In-Pharma focus: Clariant's chemistry.

By Wai Lang Chu

- Last updated on GMT

The Pharmaceutical Fine Chemicals Business of Clariant took the
opportunity to review new developments at the CPhI Expo in Madrid,
Spain, making announcements on new investments in facilities in
Europe and the US as well as new business models and technology, as
In-PharmaTechnologist presents the first of a two part report.

Clariant​ are in an ideal position to take advantage of opportunities in the pharmaceutical outsourcing industry, which is increasingly seeing both innovator and generic sectors growing faster than the industry as a whole.

According to Norbert Dieterich, Head of the Pharmaceutical Fine Chemicals Business, the opportunities for outsourcing are there for companies that are able to understand and deliver customers unmet need.

"The fine chemicals business for pharmaceuticals has never been and will never be about the hardware you have on the ground. It is the offering that enables the commercialisation process that just happens to involve chemistry,"​ he said.

Clariant announced its latest developments in the field of Organometallic Chemistry, a field that has becoming increasingly prominent in the pharmaceutical industry to develop new compounds more cost effectively.

The company has recently developed sulphonated hydroxybiphenyl phosphane ligands that yield highly polar ligand/catalyst systems. These systems show very high catalytic activities at low concentrations.

They allow work with a broad range of solvents, and by the specific property of their being present as an anion during the reaction, the removal of the catalyst/ligand system from the final product is achieved easily. The process has added benefit of not requiring expensive, bulky bases.

C,N couplings are currently a hot topic in organic synthesis because of their ability to be used in producing a broad range of substituted amines, which hold a great deal of interest for pharmaceutical applications.

Several catalytic systems have been developed in recent years by different groups for use in C,N couplings, often characterised by high loadings of expensive catalysts - a technological solution that is not ideal for commercial scale manufacture.

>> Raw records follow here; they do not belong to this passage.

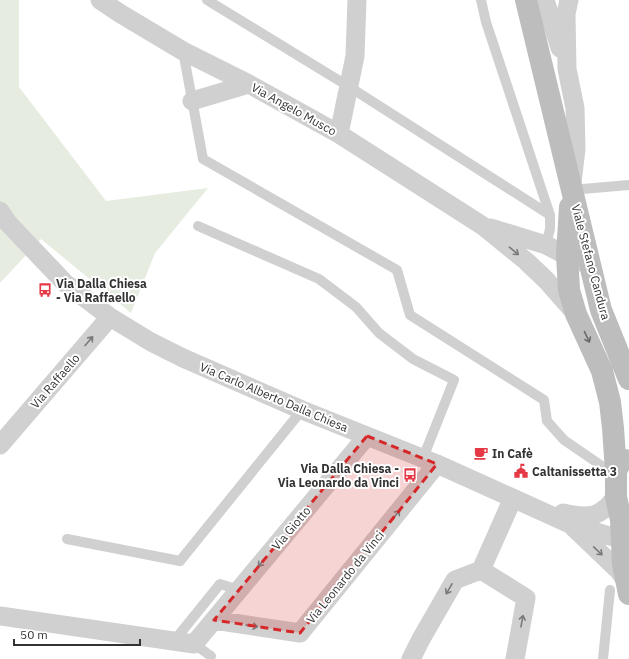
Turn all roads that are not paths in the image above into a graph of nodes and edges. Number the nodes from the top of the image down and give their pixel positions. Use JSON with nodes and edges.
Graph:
{"nodes":[{"id":1,"x":100,"y":0,"type":"edge"},
{"id":2,"x":207,"y":0,"type":"edge"},
{"id":3,"x":358,"y":0,"type":"edge"},
{"id":4,"x":481,"y":0,"type":"edge"},
{"id":5,"x":526,"y":0,"type":"edge"},
{"id":6,"x":545,"y":0,"type":"edge"},
{"id":7,"x":569,"y":0,"type":"edge"},
{"id":8,"x":183,"y":51,"type":"junction"},
{"id":9,"x":567,"y":69,"type":"junction"},
{"id":10,"x":249,"y":84,"type":"junction"},
{"id":11,"x":348,"y":86,"type":"junction"},
{"id":12,"x":192,"y":101,"type":"junction"},
{"id":13,"x":339,"y":134,"type":"junction"},
{"id":14,"x":629,"y":185,"type":"edge"},
{"id":15,"x":571,"y":190,"type":"junction"},
{"id":16,"x":550,"y":215,"type":"junction"},
{"id":17,"x":4,"y":217,"type":"edge"},
{"id":18,"x":198,"y":226,"type":"dead end"},
{"id":19,"x":484,"y":226,"type":"junction"},
{"id":20,"x":546,"y":244,"type":"junction"},
{"id":21,"x":567,"y":255,"type":"junction"},
{"id":22,"x":593,"y":277,"type":"junction"},
{"id":23,"x":576,"y":314,"type":"junction"},
{"id":24,"x":110,"y":317,"type":"junction"},
{"id":25,"x":628,"y":375,"type":"edge"},
{"id":26,"x":302,"y":410,"type":"junction"},
{"id":27,"x":368,"y":436,"type":"junction"},
{"id":28,"x":0,"y":446,"type":"edge"},
{"id":29,"x":430,"y":461,"type":"junction"},
{"id":30,"x":619,"y":476,"type":"edge"},
{"id":31,"x":513,"y":498,"type":"junction"},
{"id":32,"x":532,"y":506,"type":"junction"},
{"id":33,"x":570,"y":524,"type":"junction"},
{"id":34,"x":625,"y":531,"type":"edge"},
{"id":35,"x":68,"y":538,"type":"dead end"},
{"id":36,"x":481,"y":570,"type":"junction"},
{"id":37,"x":622,"y":589,"type":"edge"},
{"id":38,"x":239,"y":590,"type":"junction"},
{"id":39,"x":0,"y":616,"type":"edge"},
{"id":40,"x":214,"y":620,"type":"junction"},
{"id":41,"x":174,"y":641,"type":"junction"},
{"id":42,"x":194,"y":644,"type":"junction"},
{"id":43,"x":211,"y":656,"type":"dead end"},
{"id":44,"x":411,"y":659,"type":"edge"},
{"id":45,"x":515,"y":659,"type":"edge"},
{"id":46,"x":603,"y":659,"type":"edge"}],
"edges":[{"from":1,"to":8,"type":"street","name":"Via Angelo Musco"},
{"from":2,"to":11,"type":"lane"},
{"from":3,"to":11,"type":"street"},
{"from":4,"to":16,"type":"lane"},
{"from":5,"to":15,"type":"main road","name":"Viale Stefano Candura"},
{"from":6,"to":9,"type":"street"},
{"from":7,"to":9,"type":"street"},
{"from":8,"to":10,"type":"street","name":"Via Angelo Musco"},
{"from":8,"to":12,"type":"lane"},
{"from":9,"to":15,"type":"street"},
{"from":10,"to":12,"type":"street"},
{"from":10,"to":13,"type":"street","name":"Via Angelo Musco"},
{"from":11,"to":13,"type":"street"},
{"from":11,"to":16,"type":"lane"},
{"from":12,"to":30,"type":"lane"},
{"from":13,"to":19,"type":"street","name":"Via Angelo Musco"},
{"from":14,"to":15,"type":"lane"},
{"from":15,"to":21,"type":"main road","name":"Viale Stefano Candura"},
{"from":15,"to":22,"type":"main road","name":"Viale Stefano Candura"},
{"from":16,"to":20,"type":"lane"},
{"from":17,"to":24,"type":"street","name":"Via Carlo Alberto Dalla Chiesa"},
{"from":18,"to":29,"type":"lane"},
{"from":19,"to":20,"type":"street"},
{"from":19,"to":23,"type":"street","one_way":true},
{"from":20,"to":21,"type":"street"},
{"from":21,"to":22,"type":"street"},
{"from":21,"to":23,"type":"main road","name":"Viale Stefano Candura"},
{"from":22,"to":25,"type":"main road","name":"Viale Stefano Candura"},
{"from":23,"to":30,"type":"main road","name":"Viale Stefano Candura","one_way":true},
{"from":24,"to":26,"type":"street","name":"Via Carlo Alberto Dalla Chiesa"},
{"from":28,"to":24,"type":"street","name":"Via Raffaello","one_way":true},
{"from":26,"to":27,"type":"street","name":"Via Carlo Alberto Dalla Chiesa"},
{"from":26,"to":35,"type":"lane"},
{"from":27,"to":29,"type":"street","name":"Via Carlo Alberto Dalla Chiesa"},
{"from":27,"to":38,"type":"street","name":"Via Giotto","one_way":true},
{"from":29,"to":31,"type":"street","name":"Via Carlo Alberto Dalla Chiesa"},
{"from":40,"to":29,"type":"street","name":"Via Leonardo da Vinci","one_way":true},
{"from":30,"to":32,"type":"street"},
{"from":30,"to":34,"type":"main road","name":"Viale Stefano Candura"},
{"from":31,"to":32,"type":"street","name":"Via Carlo Alberto Dalla Chiesa"},
{"from":31,"to":36,"type":"street"},
{"from":32,"to":33,"type":"street","name":"Via Carlo Alberto Dalla Chiesa"},
{"from":33,"to":34,"type":"street"},
{"from":33,"to":37,"type":"street","one_way":true},
{"from":34,"to":37,"type":"main road","name":"Viale Stefano Candura"},
{"from":36,"to":44,"type":"street","one_way":true},
{"from":45,"to":36,"type":"street","one_way":true},
{"from":37,"to":46,"type":"lane"},
{"from":38,"to":40,"type":"street","name":"Via Giotto"},
{"from":38,"to":41,"type":"lane"},
{"from":39,"to":41,"type":"street"},
{"from":40,"to":42,"type":"street"},
{"from":41,"to":42,"type":"street"},
{"from":42,"to":43,"type":"lane"}]}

Other persistent problems included the need for expensive tertiary alcoholate bases, inflexibility of solvents utilised and, most importantly, the difficulties of removing catalyst and metal traces from the final product since these amines are often very efficient in binding catalysts such as palladium.

"One of the most interesting aspects of the organometallic reaction is the high level of value that it adds to the resulting products. We find these factors to be particularly relevant in the important areas of carbon-carbon and carbon-nitrogen bond formation in the functionalisation of molecules,"​ said Dr Andreas Meudt, Head of R&D Operations for Clariant's Phamraceutical Fine Chemicals business in Germany.

"Our work in organometallic chemistry is significant because of the breakthrough is significant because of the breakthroughs that it offers the world of chemistry in general. But it offers new options and productivity increases for the pharmaceutical industry because it develops solutions that work at the commercial or multi-ton scale,"​ he added.

Clariant has also developed new methods for coupling aliphatic boronic acid with aryl halides. Couplings of this type have suffered from limitations that made them impractical for commercial scale synthesis.

Clariant's new methodology requires only traces of palladium along with innovative ligands derived from oxaphosphorinchloride. The reaction takes place in a single step, offering the pharmaceutical industry an economical way for making highly complex substituted alkyl- and vinylarenes.

In speaking of further chemical developments, Clariant have put the emphasis on placing phosgenation technology as an important pharmaceutical technology of the future.

As a technology, phosgenation is finding increasing applications in pharmaceutical synthesis offering access to unusual and adaptable building blocks up to the hundred-ton scale with excellent economics.

Dr. Ralf Pfirmann, global business director for the Pharmaceutical Fine Chemicals Business of Clariant, told In-PharmaTechnologist.com:"Phosgene is a versatile reagent used in many well-known applications, including the synthesis of complex heterocycles, peptides and protecting groups."

Using triphosgene chemistry, Clariant has been to industrialise a short and efficient synthesis route to oxacarbazepine. The technology can be used in penultimate or ultimate steps of API synthesis delivering high product purity thus avoiding expensive purification.